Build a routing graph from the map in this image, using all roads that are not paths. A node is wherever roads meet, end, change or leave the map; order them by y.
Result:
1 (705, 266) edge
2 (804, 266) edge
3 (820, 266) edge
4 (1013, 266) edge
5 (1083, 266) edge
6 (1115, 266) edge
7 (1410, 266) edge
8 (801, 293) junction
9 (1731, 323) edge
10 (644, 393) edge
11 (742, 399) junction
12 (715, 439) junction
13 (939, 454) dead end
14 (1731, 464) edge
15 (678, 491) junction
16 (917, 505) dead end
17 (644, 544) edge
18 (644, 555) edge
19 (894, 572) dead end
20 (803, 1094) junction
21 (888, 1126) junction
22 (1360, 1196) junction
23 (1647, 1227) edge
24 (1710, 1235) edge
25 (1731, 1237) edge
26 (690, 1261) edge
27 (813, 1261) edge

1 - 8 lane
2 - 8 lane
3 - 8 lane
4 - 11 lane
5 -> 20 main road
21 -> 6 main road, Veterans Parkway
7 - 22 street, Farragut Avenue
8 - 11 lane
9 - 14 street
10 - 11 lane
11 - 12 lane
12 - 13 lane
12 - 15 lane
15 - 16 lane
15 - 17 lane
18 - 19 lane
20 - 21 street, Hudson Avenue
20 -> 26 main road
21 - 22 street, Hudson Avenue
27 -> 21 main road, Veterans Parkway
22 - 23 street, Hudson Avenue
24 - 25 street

+---+

▶ **What is needed**
Within the entries, determine the count of lines containing the string "Parkway" and output it alone.

▶ **Result of this exercise**
2